At Borders, the table of contents can include everything but lunch @

RESTAURANTS

September 17, 1993|By Elizabeth Large | Elizabeth Large,Restaurant Critic

Borders Espresso Bar

Where: Towson Commons, 415 York Road

Hours: 9 a.m.-10:45 p.m. Mondays through Saturdays, 9 a.m. to 7:45 p.m. Sundays

Credit cards accepted: Major credit cards

Features: Light fare

Non-smoking section? No smoking any time

Call: (410) 296-0791

** 1/2

Very few people just eat at Borders Book Shop Espresso Bar. If they don't have their noses buried in shiny new books from the bookstore, they're reading the newspapers from the coffee bar's rack. A mother reads to her child as he consumes cookies and milk. She's sipping a cappuccino. Mozart plays softly in the background.

It seems downright mean to complain about the food at such a pleasant place, let alone review it. But since Borders opened last December, the chain's trademark coffee bar has started serving mini-meals.

The food is imaginative but limited. (Except for the desserts, which include every indulgence you can imagine, from a chocolate cookie heart half-iced with white chocolate to a lemon cream cheese cake. And much more.) For breakfast there are danish, croissants, bagels and cream cheese, all sorts of gourmet coffees and teas, and juice. For lunch you might have soup, pasta salad, quiche, a "veggie tortilla," or a powerhouse sandwich.

Lunch is not, frankly, the meal to get here. When we stopped in, the gazpacho soup was served at room temperature and tasted like it was seasoned with chili powder, although it was a nice mixture of chopped vegetables. A slice of Cajun chicken quiche would have been fine except that it had been microwaved too long, so the custard was a little rubbery and the crust soft.
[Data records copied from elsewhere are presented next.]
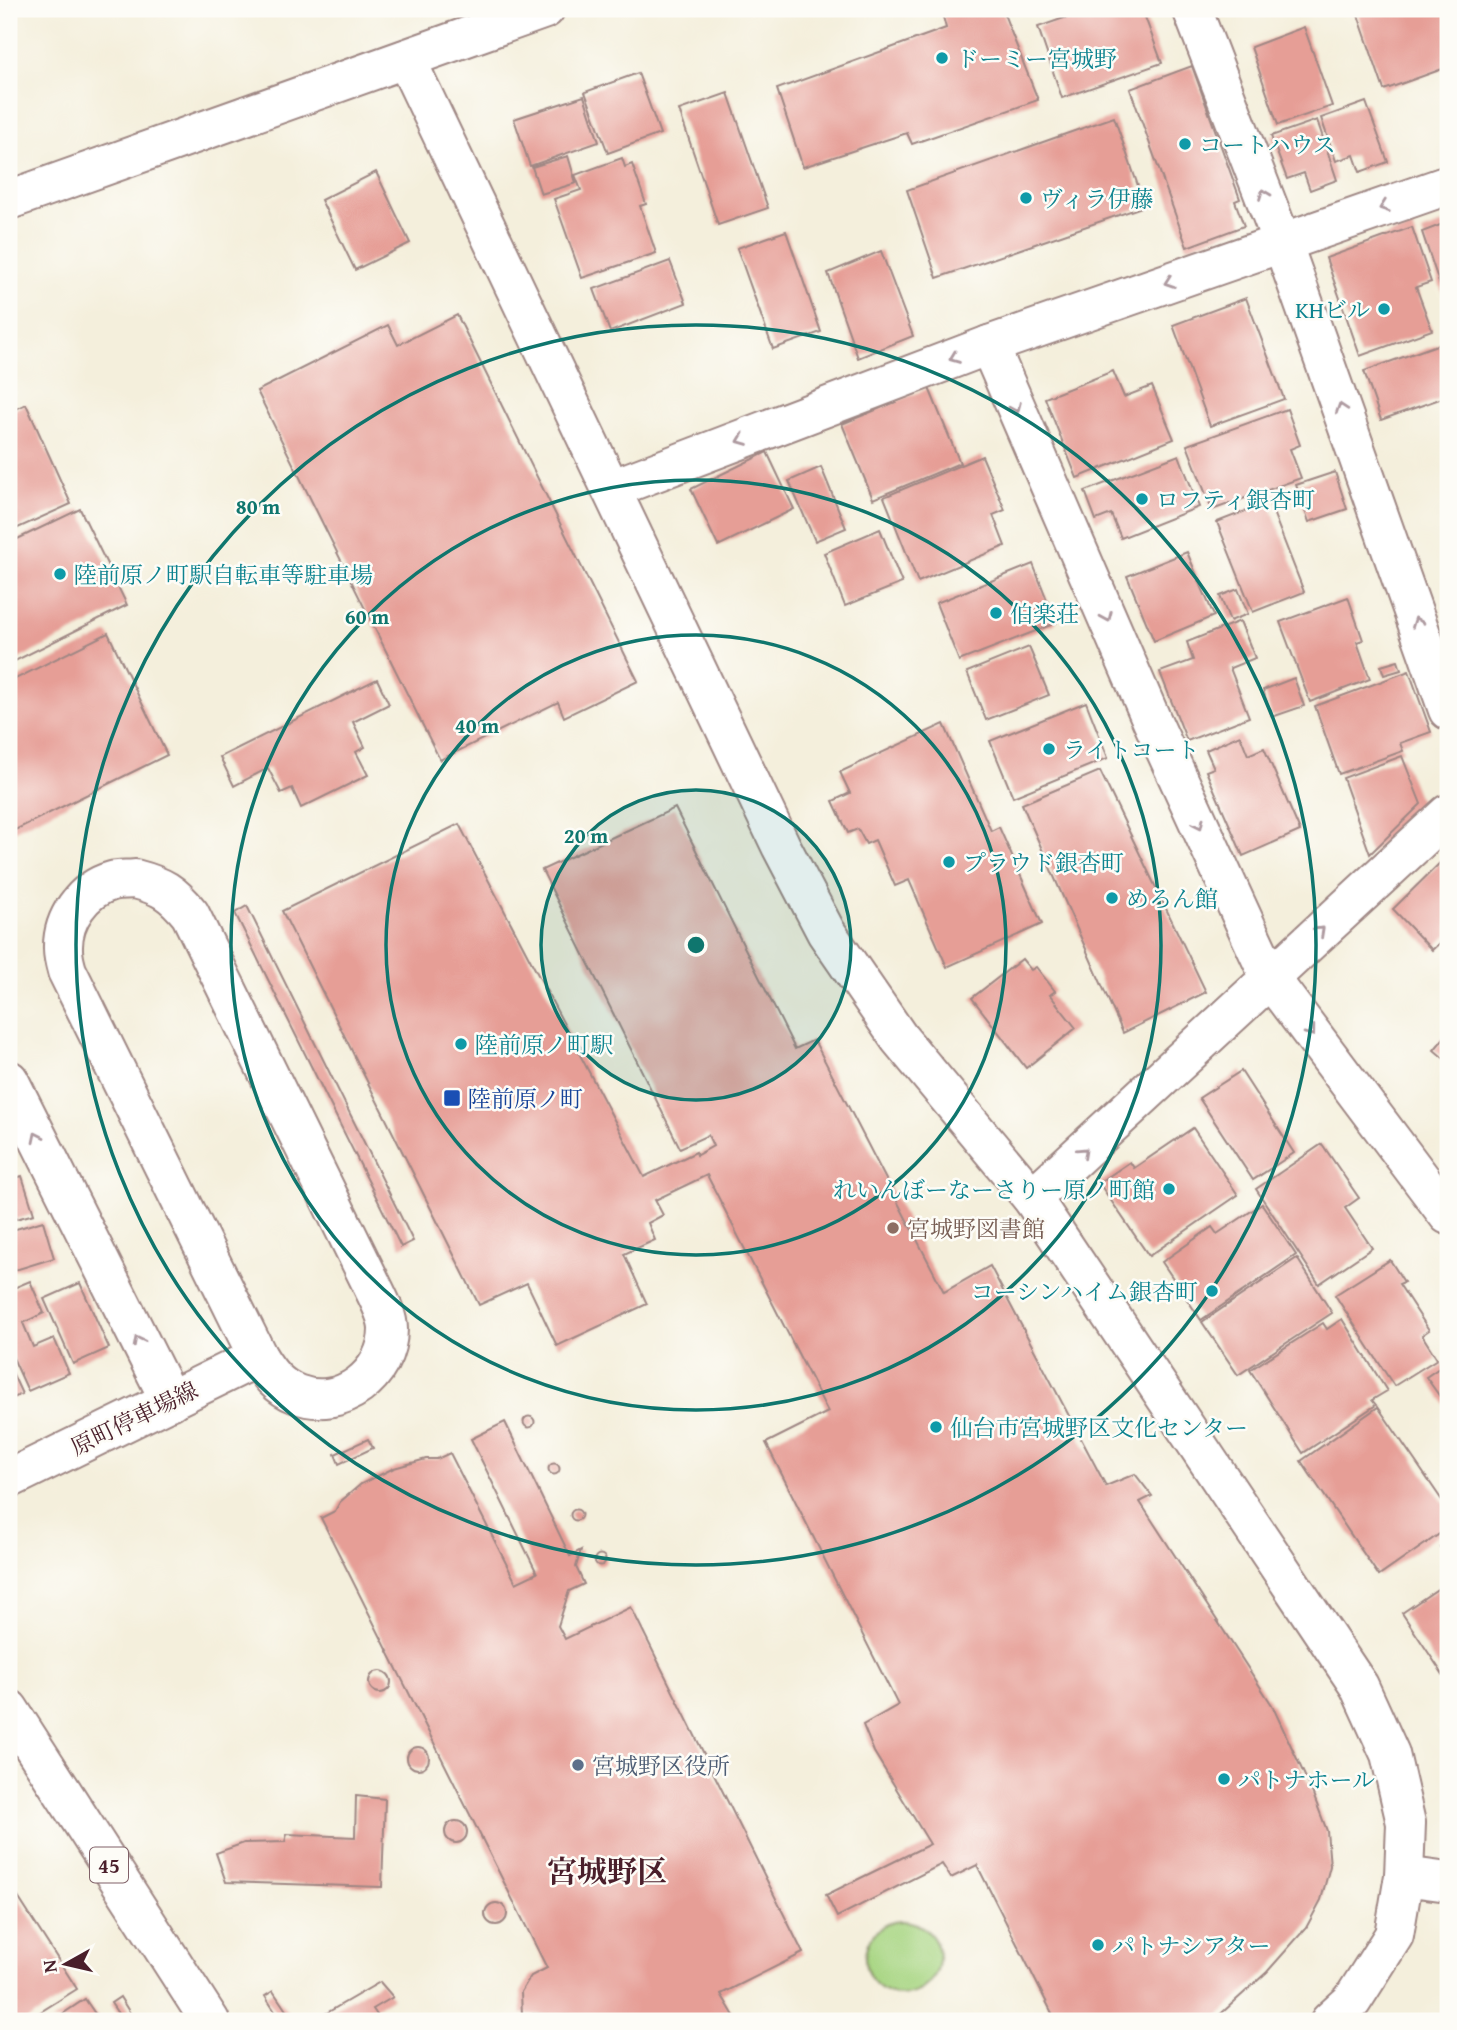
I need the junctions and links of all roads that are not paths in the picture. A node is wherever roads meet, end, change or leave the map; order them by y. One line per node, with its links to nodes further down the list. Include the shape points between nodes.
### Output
1 (545, 9): 3 (main road)
2 (1192, 9): 6 (main road, one-way to 2)
3 (406, 59): 5 (main road); 8 (main road)
4 (1448, 185): 6 (main road, one-way to 6)
5 (9, 200)
6 (1282, 242): 7 (main road, one-way to 7); 9 (main road, one-way to 6)
7 (989, 345): 8 (main road, one-way to 8); 11 (main road, one-way to 11, via 1152,721)
8 (611, 489): 13 (main road, via 826,932 899,1038)
9 (1448, 710)
10 (1448, 814): 11 (main road, one-way to 10)
11 (1270, 978): 13 (main road, one-way to 11); 14 (main road, one-way to 14)
12 (9, 1080): 16 (main road, one-way to 12)
13 (1032, 1198): 19 (main road, via 1359,1686 1390,1754 1406,1823)
14 (1448, 1215)
15 (258, 1357): 15 (main road, via 67,971 63,949 66,926 76,906 112,881 135,879 156,884 175,896 190,914 388,1325 381,1360 370,1377 331,1398 297,1395 282,1387); 16 (main road, 原町停車場線)
16 (186, 1393): 17 (main road, 原町停車場線)
17 (9, 1479)
18 (9, 1709): 22 (main road, 45)
19 (1404, 1876): 20 (main road); 21 (main road, via 1394,1935)
20 (1448, 1882)
21 (1349, 2015)
22 (210, 2021)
Worst of all was an exceptionally sprouty powerhouse sandwich, with two thin slices of provolone, romaine, long ovals of zucchini, tomato and more alfalfa sprouts than all the rest of the ingredients combined stuffed into pita. No mayonnaise, no vinaigrette, so it was quite dry. When I asked for something I got a package of Ken's Lite Italian to squeeze on it. That helped the sandwich some, but not the espresso bar's image.

But having lunch here meant we got coupons for the espresso bar's new afternoon tea, which started Sept. 1 and is served every Wednesday afternoon from 3 to 4:30. With the coupon, it was half price, $3.25. Reservations are necessary.

Two violinists were playing Bach when I arrived for tea. I presented my coupon and paid, then chose my tea: Darjeeling, gunpowder green or Russian caravan. No tea bags here, but little individual pots with diffusers filled with loose tea. Then I found the table that had been reserved for me and sat down.

Pretty soon I was brought the tea -- an excellent Darjeeling -- a plate of savories and a plate of sweets. I could have done without the indifferent pate, but other than that everything worked: a torta of sun-dried tomatoes, cream cheese and pesto with water crackers. Delicious little meringues stuck together with raspberry jam. A tiny pastry swan filled with cream cheese. A tartlet with one mandarin orange slice and one slice of kiwi. A large chocolate dipped strawberry.

If you aren't a tea drinker, go to Borders any time for excellent, strong cappuccino and fancy desserts. Or start the day with a fresh bagel and a cafe latte. Just think twice about lunch.